Primary sclerosing cholangitis in arab children: Report of four cases and literature review

Background: The prevalence of primary sclerosing cholangitis, a rare progressive liver disorder, is increasing with the advent of endoscopic retrograde cholangiography in the investigation of children with obscure liver disease. The etiology of primary sclerosing cholangitis is not known, clinical presentation is variable, treatment is only of limited success and long-term studies on prognosis in children are incomplete. Primary sclerosing cholangitis has not been described in Arab children.

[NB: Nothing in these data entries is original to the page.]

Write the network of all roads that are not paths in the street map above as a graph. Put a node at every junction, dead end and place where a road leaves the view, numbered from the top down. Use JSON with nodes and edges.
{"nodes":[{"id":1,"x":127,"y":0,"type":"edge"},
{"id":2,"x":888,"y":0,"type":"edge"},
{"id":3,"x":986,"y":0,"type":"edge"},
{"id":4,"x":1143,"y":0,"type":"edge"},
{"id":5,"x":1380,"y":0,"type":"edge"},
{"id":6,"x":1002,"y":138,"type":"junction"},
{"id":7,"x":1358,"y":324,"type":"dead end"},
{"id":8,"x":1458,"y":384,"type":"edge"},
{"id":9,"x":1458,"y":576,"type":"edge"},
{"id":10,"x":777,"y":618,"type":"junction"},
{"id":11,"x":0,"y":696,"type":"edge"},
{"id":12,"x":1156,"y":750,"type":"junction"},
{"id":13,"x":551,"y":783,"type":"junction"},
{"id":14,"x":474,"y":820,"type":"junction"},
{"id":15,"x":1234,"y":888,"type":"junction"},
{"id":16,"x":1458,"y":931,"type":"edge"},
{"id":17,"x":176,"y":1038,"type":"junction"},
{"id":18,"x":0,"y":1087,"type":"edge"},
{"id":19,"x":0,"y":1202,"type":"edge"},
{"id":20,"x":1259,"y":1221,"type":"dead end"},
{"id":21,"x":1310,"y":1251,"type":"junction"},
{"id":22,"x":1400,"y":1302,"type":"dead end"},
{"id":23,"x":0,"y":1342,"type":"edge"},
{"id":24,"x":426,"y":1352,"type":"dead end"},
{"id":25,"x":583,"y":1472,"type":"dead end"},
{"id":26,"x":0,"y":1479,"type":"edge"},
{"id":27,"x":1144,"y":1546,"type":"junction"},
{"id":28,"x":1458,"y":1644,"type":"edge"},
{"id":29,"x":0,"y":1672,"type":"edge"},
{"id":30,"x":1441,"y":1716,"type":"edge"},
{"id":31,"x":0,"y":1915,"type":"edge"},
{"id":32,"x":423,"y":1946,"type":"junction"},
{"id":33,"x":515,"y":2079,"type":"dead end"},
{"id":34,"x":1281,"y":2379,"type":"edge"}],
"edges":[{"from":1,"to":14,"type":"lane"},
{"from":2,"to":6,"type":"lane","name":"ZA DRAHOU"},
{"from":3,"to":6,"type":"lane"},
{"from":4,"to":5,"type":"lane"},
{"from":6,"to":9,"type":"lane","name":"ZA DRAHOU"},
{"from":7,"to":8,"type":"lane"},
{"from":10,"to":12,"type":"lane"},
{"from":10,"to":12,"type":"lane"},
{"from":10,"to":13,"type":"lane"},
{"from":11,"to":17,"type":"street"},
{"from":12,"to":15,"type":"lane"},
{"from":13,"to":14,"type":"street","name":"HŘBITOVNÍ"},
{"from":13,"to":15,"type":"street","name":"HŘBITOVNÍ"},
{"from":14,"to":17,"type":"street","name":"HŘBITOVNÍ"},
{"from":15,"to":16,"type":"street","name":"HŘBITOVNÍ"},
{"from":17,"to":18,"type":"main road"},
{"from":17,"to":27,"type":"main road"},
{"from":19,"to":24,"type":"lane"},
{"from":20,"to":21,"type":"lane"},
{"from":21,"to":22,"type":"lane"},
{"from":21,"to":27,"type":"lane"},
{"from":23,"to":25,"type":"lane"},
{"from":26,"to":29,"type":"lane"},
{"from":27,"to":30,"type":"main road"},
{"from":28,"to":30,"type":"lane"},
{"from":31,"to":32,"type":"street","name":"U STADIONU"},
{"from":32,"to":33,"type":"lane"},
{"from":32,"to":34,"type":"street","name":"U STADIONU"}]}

Methods: To describe detailed clinical, laboratory, histologic and radiological features in 4 children with primary sclerosing cholangitis identified over a 2-year period at a tertiary referral center in Riyadh Saudi Arabia. Results: Four children, all females, between the ages of 4 and 11 years with primary sclerosing cholangitis are identified. The diagnosis was suggested by the histology and confirmed by the characteristic cholangiographic findings. Clinical findings were itching in all 4 children, hepatomegaly in 3 and splenomegaly in 4 patients. Three of 4 patients had portal hypertension and 2 of these three variceal hemorrhage. Antinuclear and smooth muscle antibodies were negative in all four patients. None had clinical manifestations of chronic inflammatory bowel disease but microscopic colitis was documented in all 4 patients. Conclusions: Primary sclerosing cholangitis is present in Arab children with a prevalence rate of 5% in our study population.